» **What is expected**
Set out each line from the following listing that includes the word "Jägerallee".

(Data records begins)

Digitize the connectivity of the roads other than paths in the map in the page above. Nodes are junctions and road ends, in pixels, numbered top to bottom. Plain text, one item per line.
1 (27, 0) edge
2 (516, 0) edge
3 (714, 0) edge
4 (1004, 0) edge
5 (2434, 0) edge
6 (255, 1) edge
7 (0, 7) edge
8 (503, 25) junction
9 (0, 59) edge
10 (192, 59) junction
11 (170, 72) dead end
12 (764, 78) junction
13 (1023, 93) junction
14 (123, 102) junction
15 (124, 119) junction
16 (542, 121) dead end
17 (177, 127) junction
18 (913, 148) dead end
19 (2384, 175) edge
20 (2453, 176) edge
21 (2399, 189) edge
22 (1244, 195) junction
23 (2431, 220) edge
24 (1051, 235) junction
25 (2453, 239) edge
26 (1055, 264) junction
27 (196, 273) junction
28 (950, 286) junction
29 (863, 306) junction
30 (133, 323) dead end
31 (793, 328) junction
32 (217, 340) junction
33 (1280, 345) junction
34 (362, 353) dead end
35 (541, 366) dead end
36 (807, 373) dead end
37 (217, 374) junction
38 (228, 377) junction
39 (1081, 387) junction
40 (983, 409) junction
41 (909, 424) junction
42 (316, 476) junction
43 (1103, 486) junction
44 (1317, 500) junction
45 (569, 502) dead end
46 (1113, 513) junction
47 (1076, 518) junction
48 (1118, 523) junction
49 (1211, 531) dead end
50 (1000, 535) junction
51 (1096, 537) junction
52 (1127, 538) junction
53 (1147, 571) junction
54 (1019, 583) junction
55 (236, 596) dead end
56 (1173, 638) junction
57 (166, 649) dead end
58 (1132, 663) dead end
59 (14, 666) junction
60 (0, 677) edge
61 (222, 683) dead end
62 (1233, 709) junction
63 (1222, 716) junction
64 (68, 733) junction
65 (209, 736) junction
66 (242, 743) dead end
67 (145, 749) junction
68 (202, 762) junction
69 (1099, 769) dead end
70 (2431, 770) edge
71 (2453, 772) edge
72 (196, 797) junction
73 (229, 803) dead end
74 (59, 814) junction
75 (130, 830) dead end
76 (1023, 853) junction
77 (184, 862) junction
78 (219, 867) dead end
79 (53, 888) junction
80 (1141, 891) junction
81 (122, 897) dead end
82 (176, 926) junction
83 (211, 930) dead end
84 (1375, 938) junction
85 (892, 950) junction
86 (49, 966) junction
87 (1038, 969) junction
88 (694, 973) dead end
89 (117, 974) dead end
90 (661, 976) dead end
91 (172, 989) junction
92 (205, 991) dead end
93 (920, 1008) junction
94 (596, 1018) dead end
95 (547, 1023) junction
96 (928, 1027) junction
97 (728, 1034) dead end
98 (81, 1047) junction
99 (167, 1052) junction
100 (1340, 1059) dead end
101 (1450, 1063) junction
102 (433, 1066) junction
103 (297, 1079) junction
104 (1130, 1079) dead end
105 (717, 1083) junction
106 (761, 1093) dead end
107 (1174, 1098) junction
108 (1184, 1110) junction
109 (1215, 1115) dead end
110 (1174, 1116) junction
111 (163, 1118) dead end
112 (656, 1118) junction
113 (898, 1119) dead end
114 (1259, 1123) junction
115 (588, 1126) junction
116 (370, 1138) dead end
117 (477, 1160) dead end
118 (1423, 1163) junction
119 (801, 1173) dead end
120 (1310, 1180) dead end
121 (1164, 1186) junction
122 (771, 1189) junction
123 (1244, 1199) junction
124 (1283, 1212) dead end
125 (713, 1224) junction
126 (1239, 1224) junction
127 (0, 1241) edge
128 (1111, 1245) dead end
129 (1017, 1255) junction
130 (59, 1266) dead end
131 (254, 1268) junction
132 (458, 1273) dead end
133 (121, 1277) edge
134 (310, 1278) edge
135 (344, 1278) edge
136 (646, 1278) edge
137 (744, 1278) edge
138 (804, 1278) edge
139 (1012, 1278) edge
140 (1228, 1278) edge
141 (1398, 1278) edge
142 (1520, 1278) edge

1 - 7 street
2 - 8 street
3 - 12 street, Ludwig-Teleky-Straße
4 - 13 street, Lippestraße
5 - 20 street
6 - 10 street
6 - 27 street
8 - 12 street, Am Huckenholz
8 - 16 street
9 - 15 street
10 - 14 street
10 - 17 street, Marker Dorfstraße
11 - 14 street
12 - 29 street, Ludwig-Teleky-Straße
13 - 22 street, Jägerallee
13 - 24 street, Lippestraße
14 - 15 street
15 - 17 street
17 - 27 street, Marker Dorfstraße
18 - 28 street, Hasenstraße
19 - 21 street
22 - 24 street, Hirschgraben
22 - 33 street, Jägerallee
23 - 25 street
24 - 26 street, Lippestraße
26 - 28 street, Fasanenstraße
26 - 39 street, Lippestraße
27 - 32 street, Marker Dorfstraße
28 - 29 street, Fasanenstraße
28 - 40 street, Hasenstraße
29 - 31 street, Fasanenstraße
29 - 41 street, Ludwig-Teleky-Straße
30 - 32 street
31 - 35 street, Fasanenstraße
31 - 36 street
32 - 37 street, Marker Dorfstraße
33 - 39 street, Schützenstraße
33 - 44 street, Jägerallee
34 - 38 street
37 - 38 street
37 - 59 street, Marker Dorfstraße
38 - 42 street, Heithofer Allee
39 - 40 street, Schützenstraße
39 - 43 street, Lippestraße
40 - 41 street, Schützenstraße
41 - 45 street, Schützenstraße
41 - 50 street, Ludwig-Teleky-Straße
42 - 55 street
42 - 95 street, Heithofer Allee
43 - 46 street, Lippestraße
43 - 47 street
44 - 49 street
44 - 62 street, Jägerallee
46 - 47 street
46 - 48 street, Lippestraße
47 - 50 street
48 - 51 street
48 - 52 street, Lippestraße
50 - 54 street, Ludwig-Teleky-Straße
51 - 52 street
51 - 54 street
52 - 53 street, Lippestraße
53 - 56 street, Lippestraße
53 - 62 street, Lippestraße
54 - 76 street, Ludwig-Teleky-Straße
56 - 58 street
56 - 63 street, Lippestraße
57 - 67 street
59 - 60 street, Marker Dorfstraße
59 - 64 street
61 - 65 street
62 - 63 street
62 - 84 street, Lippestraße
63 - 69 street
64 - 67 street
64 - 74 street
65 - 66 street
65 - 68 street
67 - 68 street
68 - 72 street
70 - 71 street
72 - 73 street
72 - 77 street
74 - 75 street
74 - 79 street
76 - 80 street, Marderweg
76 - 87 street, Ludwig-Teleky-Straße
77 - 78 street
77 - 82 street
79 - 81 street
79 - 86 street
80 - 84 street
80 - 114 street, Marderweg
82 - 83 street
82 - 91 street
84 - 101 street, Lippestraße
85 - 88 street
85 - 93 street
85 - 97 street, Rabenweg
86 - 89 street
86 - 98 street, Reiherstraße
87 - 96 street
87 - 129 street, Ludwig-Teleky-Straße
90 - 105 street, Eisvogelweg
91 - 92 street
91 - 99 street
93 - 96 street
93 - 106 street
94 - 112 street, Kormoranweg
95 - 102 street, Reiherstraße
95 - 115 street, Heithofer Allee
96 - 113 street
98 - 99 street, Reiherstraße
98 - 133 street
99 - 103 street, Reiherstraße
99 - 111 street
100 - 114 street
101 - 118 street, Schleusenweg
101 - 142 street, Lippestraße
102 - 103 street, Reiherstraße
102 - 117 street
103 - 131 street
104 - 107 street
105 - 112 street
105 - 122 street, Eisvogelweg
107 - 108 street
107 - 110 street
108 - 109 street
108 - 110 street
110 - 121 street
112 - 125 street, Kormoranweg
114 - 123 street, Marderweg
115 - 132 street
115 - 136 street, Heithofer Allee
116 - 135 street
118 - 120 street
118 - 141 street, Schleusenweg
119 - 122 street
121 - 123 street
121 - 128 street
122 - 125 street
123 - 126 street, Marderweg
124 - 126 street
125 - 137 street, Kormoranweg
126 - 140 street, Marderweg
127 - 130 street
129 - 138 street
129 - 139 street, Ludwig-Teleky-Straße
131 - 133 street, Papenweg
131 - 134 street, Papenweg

(Data records ends)

» **Exercise result**
13 - 22 street, Jägerallee
22 - 33 street, Jägerallee
33 - 44 street, Jägerallee
44 - 62 street, Jägerallee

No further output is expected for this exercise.